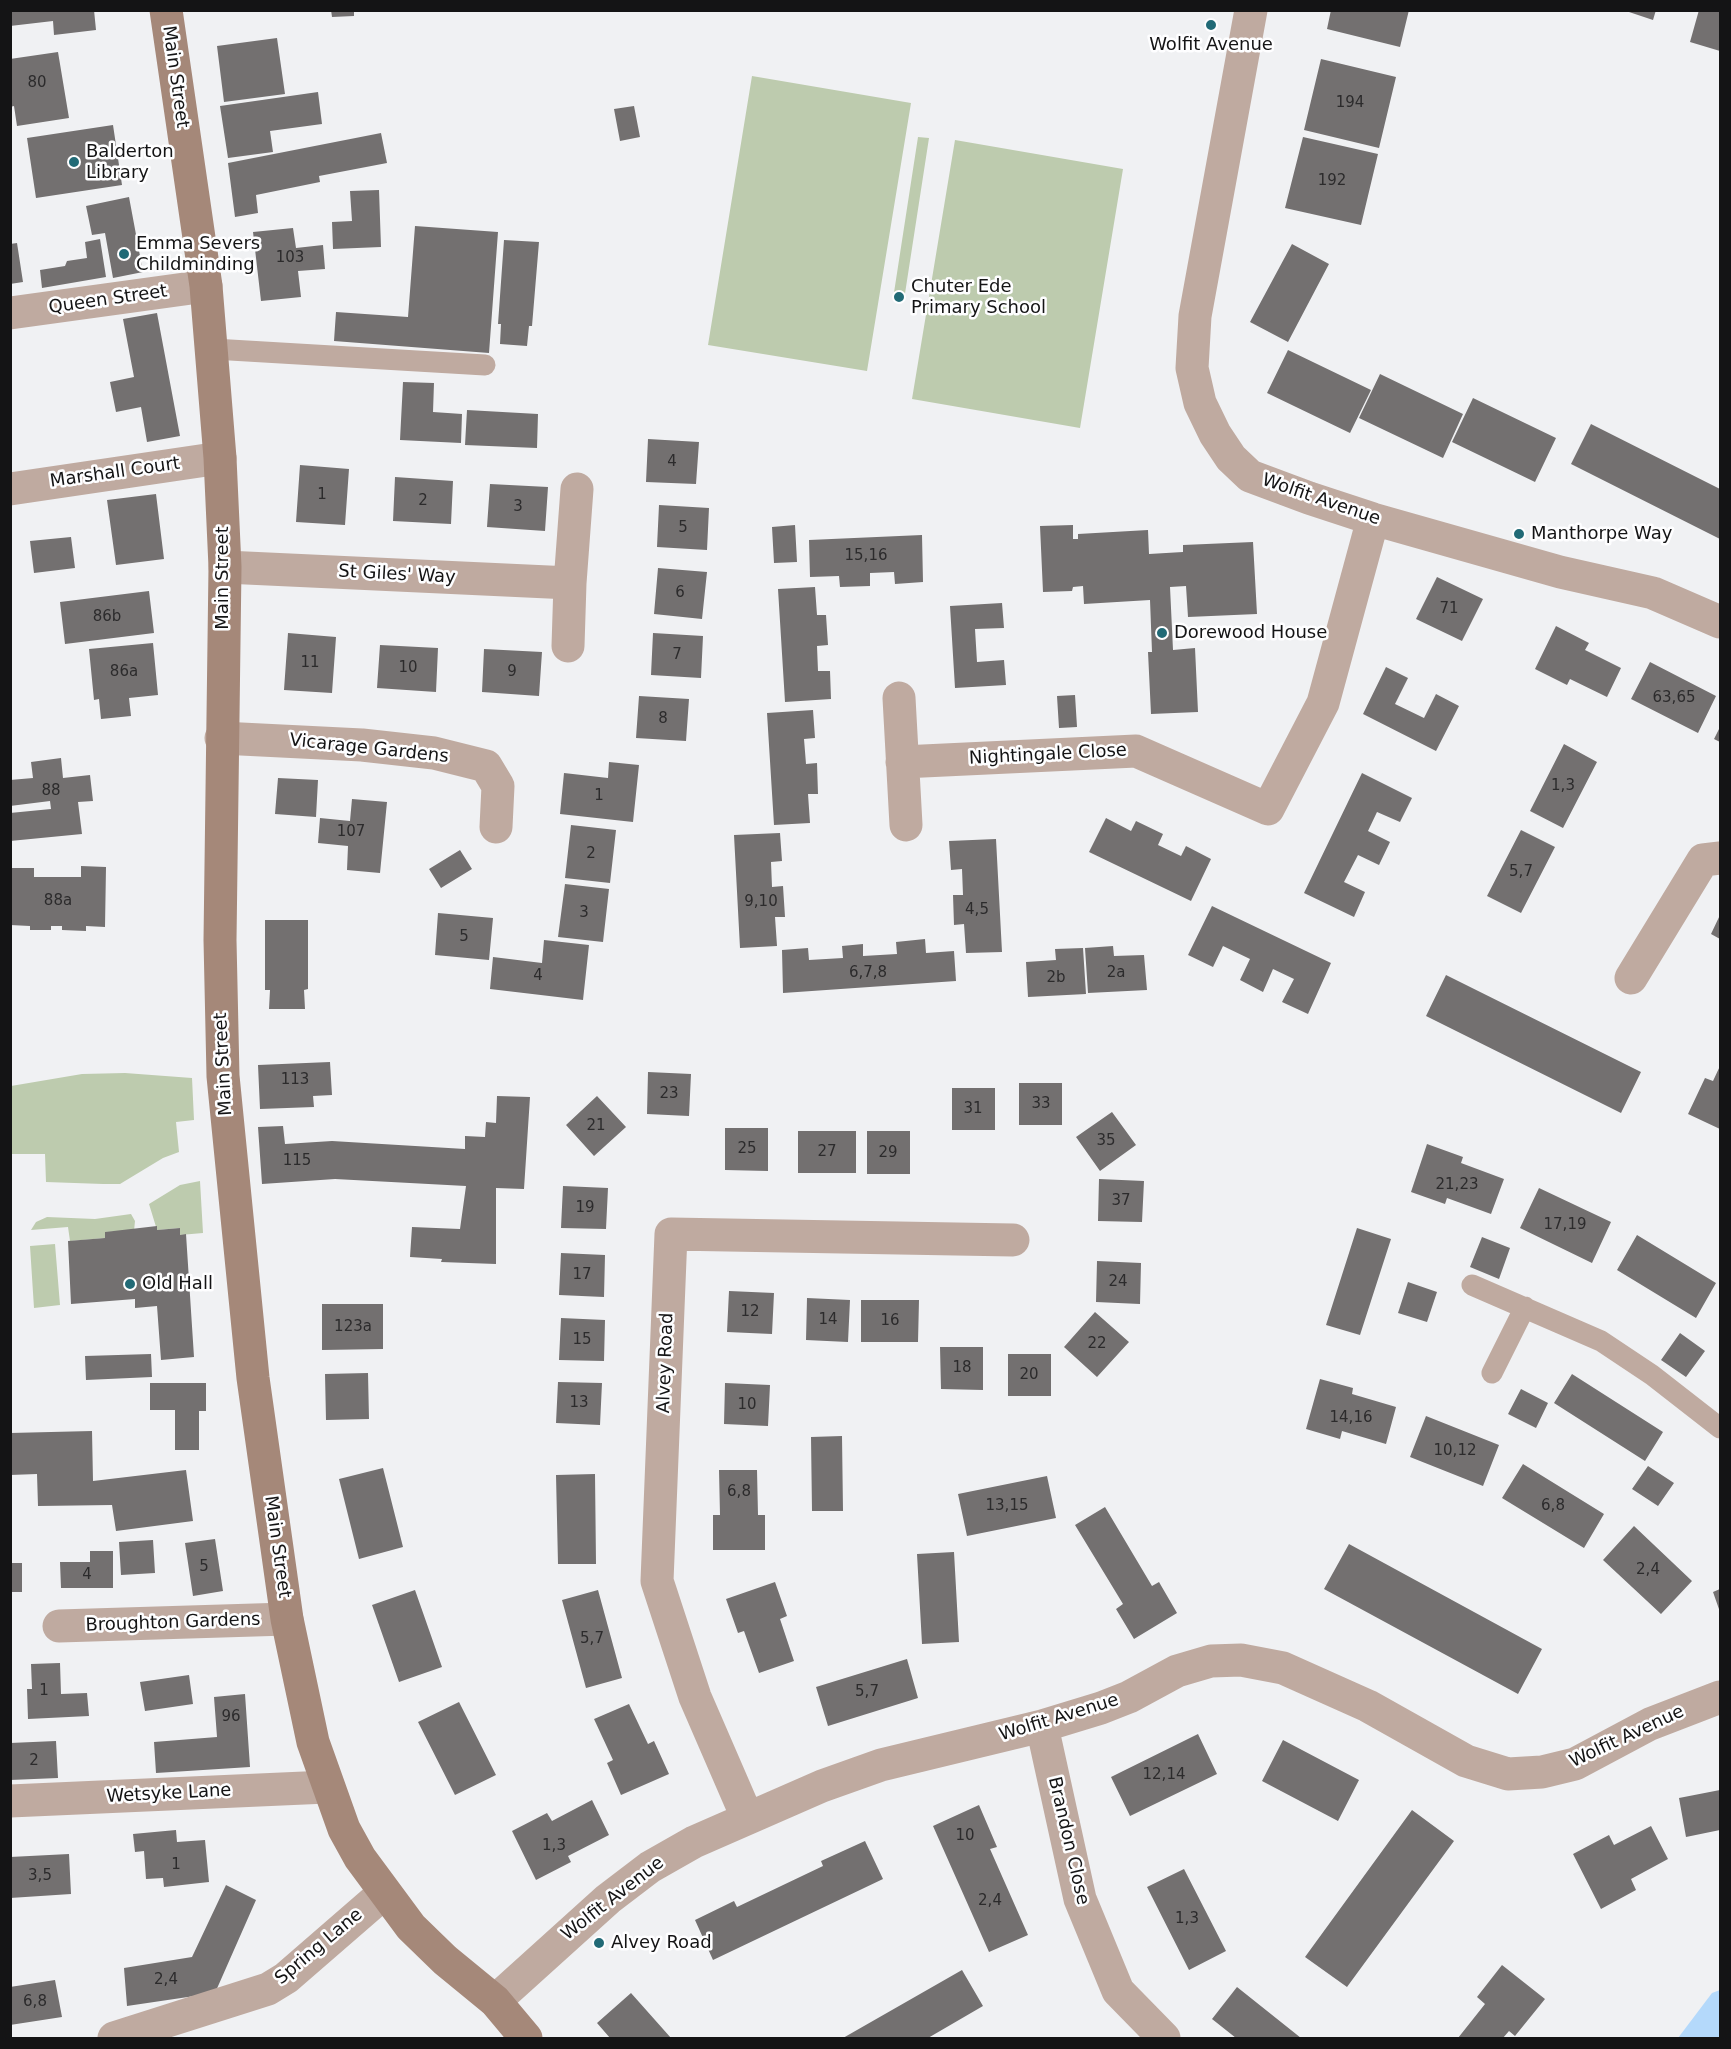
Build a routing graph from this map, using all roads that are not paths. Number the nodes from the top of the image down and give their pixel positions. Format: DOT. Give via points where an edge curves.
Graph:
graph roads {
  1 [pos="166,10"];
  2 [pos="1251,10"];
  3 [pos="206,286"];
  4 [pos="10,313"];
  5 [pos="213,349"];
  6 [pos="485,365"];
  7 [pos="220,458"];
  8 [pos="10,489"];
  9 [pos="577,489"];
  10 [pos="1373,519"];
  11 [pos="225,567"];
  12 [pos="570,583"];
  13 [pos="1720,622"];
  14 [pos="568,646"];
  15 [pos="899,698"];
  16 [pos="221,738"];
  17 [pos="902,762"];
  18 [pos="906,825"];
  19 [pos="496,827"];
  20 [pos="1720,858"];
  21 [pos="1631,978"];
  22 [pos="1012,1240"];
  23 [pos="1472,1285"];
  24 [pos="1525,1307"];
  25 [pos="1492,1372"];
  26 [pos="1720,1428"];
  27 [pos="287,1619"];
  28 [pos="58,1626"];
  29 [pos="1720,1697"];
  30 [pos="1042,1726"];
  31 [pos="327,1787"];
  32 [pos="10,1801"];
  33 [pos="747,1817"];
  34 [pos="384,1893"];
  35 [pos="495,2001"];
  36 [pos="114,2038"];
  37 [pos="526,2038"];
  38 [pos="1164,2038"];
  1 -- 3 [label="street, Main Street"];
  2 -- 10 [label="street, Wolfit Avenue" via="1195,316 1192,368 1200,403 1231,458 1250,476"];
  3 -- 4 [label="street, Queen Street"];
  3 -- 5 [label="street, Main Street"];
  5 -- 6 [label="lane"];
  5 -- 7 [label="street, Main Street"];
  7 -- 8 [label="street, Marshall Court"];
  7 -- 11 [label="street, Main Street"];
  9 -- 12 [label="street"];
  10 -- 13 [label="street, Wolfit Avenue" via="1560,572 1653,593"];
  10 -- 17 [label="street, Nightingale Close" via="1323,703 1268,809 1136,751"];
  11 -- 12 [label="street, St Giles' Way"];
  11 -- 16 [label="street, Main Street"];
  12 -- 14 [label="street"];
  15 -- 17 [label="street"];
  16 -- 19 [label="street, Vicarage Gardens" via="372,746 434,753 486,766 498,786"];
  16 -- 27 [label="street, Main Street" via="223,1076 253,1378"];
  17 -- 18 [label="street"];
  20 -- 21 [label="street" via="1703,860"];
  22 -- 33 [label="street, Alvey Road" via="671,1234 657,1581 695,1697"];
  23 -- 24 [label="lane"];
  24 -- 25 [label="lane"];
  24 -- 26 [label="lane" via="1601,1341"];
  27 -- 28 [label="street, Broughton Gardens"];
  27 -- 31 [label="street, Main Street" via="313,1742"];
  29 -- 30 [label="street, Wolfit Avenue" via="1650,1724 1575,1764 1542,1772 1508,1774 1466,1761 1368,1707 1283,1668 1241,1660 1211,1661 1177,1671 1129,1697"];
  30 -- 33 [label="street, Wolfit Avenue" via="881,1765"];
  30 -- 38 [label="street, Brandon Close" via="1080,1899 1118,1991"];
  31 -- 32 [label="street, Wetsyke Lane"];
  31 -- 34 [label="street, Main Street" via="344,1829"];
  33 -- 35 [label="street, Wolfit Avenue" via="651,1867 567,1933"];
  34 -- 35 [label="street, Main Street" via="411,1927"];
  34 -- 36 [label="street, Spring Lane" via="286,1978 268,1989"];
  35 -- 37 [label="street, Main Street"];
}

• • •

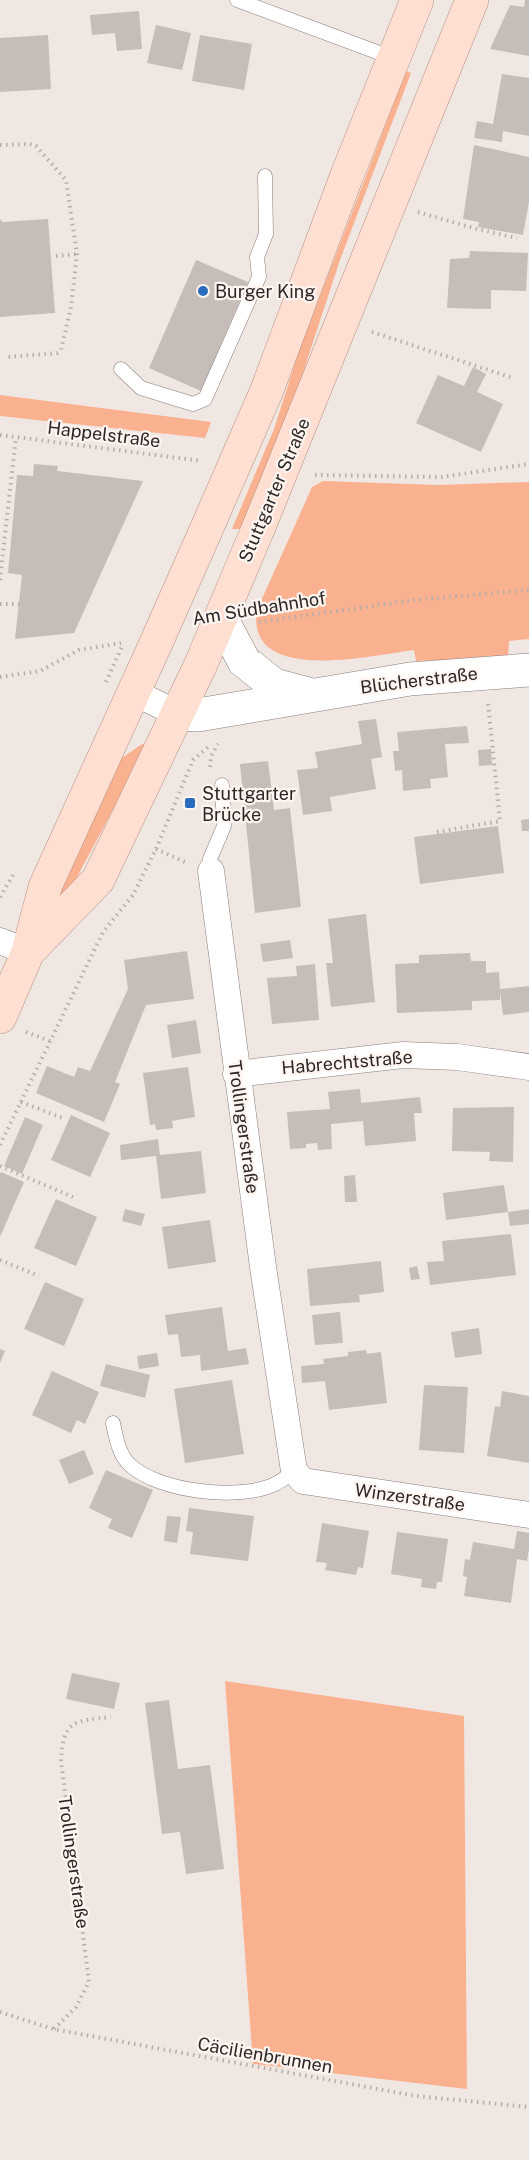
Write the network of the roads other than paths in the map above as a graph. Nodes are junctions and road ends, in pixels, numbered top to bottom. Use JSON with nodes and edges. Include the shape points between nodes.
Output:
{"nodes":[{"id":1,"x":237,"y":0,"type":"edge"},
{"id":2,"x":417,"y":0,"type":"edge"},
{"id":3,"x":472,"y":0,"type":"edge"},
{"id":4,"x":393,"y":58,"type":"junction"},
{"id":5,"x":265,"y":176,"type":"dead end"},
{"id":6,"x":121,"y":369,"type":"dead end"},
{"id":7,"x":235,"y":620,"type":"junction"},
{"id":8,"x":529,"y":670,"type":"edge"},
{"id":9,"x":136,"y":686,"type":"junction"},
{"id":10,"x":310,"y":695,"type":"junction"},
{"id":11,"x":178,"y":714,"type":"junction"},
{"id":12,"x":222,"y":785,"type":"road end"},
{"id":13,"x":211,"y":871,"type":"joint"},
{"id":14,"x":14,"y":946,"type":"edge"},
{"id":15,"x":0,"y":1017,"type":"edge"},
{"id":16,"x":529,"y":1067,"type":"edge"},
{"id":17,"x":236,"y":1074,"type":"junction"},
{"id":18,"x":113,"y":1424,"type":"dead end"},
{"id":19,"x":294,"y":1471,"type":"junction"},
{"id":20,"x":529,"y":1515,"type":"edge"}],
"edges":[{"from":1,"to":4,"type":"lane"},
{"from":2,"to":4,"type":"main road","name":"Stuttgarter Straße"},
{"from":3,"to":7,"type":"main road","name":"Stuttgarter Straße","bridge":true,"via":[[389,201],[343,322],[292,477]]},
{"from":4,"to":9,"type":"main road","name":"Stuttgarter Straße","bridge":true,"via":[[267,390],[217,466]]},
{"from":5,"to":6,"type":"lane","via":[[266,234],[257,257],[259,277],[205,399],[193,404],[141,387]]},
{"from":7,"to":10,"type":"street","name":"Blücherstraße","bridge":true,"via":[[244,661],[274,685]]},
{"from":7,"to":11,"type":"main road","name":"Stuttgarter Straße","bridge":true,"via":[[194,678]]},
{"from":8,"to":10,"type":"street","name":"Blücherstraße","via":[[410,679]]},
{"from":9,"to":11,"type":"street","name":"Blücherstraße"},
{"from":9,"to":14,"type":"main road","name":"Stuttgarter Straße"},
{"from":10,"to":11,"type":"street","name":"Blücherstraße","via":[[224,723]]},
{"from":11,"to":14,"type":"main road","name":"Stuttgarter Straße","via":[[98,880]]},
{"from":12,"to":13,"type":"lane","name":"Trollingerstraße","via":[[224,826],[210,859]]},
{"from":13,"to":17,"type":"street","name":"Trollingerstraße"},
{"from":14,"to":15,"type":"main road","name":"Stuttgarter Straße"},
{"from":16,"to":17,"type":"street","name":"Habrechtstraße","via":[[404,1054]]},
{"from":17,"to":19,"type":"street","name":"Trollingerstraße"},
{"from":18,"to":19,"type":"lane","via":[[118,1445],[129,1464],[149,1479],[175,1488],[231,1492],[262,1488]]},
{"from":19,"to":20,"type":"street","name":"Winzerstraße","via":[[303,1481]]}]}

• • •

▶ _Work order_
Copy whichever lines above contain the string "Stuttgarter".

▶ _Response to this exercise_
{"from":2,"to":4,"type":"main road","name":"Stuttgarter Straße"},
{"from":3,"to":7,"type":"main road","name":"Stuttgarter Straße","bridge":true,"via":[[389,201],[343,322],[292,477]]},
{"from":4,"to":9,"type":"main road","name":"Stuttgarter Straße","bridge":true,"via":[[267,390],[217,466]]},
{"from":7,"to":11,"type":"main road","name":"Stuttgarter Straße","bridge":true,"via":[[194,678]]},
{"from":9,"to":14,"type":"main road","name":"Stuttgarter Straße"},
{"from":11,"to":14,"type":"main road","name":"Stuttgarter Straße","via":[[98,880]]},
{"from":14,"to":15,"type":"main road","name":"Stuttgarter Straße"},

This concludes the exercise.